I'm starting transition towards a more androgynous identity and one thing that I've noticed that really sets off my dysphoria is Facebook. I'm not widely out yet and I don't imagine that most of my acquaintances would even understand what being non-binary or transfeminine is and as a result I am still occasionally to with male terms. While this can be quite dysphoria inducing I have found that the worst aspect of Facebook is that it now likes to display old pictures in my time line as memories. MEGA dysphoria inducing and then it becomes very difficult to ignore the fact that they are there and all of these people have an idea of who I am which is not in the slightest bit congruent with reality.

So my question for all you lovely people is, how did you deal with Facebook when you were transitioning?

Did you make one large coming out post and leave photos and similar things that refer to your previously presented gender?
Did you go through your profile removing things?
Or did you take the nuclear option and delete Facebook with potentially making a new one?

At the moment I am leaning towards the last option - it would also give me the chance to begin again with my correct identity - but I would like to hear how some of you coped with this rather mundane aspect of transitioning!
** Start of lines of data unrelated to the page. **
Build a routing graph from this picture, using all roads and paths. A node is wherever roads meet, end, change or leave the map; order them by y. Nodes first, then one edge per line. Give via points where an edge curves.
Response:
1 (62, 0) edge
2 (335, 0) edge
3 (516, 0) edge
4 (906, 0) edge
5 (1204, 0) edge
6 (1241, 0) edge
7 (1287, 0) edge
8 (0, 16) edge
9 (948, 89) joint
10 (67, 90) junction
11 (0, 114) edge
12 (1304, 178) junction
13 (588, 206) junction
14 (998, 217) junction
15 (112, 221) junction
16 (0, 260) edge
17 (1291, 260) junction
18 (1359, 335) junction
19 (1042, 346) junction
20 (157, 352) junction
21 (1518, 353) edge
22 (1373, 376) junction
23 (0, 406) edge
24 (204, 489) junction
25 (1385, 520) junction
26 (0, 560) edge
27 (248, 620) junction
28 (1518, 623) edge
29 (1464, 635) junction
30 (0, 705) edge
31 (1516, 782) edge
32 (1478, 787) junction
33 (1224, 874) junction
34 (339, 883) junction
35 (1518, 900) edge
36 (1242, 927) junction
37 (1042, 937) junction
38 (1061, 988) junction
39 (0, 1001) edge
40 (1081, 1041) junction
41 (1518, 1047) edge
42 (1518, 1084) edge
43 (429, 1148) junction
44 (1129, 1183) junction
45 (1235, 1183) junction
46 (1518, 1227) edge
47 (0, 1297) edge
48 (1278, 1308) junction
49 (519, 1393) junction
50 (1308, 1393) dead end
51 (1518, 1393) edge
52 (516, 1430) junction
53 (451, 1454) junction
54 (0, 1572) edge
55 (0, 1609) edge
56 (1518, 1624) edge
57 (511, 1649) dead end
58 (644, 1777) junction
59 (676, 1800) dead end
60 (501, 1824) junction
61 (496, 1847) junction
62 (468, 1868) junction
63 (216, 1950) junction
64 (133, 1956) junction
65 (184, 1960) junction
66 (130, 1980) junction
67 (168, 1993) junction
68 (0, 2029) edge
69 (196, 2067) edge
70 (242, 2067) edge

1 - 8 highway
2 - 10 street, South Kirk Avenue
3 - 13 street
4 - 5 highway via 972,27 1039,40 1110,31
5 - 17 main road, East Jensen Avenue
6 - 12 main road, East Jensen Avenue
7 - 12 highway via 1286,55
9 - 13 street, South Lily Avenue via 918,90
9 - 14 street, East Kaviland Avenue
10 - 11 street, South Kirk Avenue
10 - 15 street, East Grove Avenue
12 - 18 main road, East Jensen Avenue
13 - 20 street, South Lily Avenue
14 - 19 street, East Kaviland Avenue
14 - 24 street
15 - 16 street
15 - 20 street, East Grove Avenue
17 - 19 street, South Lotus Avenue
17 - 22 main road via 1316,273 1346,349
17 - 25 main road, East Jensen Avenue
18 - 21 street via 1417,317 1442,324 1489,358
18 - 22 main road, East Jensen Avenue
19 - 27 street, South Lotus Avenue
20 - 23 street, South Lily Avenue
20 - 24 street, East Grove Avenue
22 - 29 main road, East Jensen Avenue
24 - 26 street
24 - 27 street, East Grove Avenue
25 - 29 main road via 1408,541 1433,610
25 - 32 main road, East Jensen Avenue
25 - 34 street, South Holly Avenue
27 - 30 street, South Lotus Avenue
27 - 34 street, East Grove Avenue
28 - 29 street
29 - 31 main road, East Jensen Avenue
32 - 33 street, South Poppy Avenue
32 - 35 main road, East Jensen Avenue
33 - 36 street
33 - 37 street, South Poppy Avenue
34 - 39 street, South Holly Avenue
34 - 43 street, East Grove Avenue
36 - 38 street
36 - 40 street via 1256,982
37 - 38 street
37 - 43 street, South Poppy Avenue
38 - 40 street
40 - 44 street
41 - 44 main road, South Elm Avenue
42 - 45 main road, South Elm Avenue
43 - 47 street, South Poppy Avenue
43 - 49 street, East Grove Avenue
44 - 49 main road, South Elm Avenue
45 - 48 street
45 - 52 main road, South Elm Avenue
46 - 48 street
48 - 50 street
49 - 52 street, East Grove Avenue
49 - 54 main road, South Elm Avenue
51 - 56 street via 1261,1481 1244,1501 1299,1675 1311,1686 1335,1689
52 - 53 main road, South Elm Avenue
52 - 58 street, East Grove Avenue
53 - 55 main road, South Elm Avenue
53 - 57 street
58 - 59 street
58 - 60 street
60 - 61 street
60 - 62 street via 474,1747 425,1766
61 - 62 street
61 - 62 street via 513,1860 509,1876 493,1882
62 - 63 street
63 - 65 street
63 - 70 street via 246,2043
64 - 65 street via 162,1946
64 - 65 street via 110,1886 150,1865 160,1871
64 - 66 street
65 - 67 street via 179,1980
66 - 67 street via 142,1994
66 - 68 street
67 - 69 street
Which tactic worked best? Is there anything you would avoid doing if you had to deal with a similar issue again?

Thank you! <3
Title: Re: The boring practicalities of transitioning - Facebook
Post by: suzifrommd on April 14, 2015, 07:14:02 AM
I created a new facebook page with my new name. I abandoned the old one with a message suggesting people friend my new page. That way I could tell who was with me.
Title: Re: The boring practicalities of transitioning - Facebook
Post by: enigmaticrorschach on April 14, 2015, 07:17:44 AM
I left Facebook not because its dysphorically inducing but because I found no point in keeping one
Title: Re: The boring practicalities of transitioning - Facebook
Post by: amber roskamp on April 14, 2015, 07:23:18 AM
I created a new one and abandoned my old one though it is still alive. I just have not been willing to go back and look at it to delete it. I was also very inactive before had so nobody really said anything when I didn't post for a long time.
Title: Re: The boring practicalities of transitioning - Facebook
Post by: katrinaw on April 14, 2015, 07:32:44 AM
Haven't fully transitioned yet but have already set up a pseudo for now, will become my new FB account, will redirect and delete the old one at some stage.

L Katy
Title: Re: The boring practicalities of transitioning - Facebook
Post by: iKate on April 14, 2015, 07:35:23 AM

Quote from: enigmaticrorschach on April 14, 2015, 07:17:44 AM
I left Facebook not because its dysphorically inducing but because I found no point in keeping one

This

I've been on there since 2004 or so. It was time to move on.
Title: Re: The boring practicalities of transitioning - Facebook
Post by: Erin.LE on April 14, 2015, 08:31:52 AM
Thanks for all the opinions so far!

Quote from: iKate on April 14, 2015, 07:35:23 AM
This

I've been on there since 2004 or so. It was time to move on.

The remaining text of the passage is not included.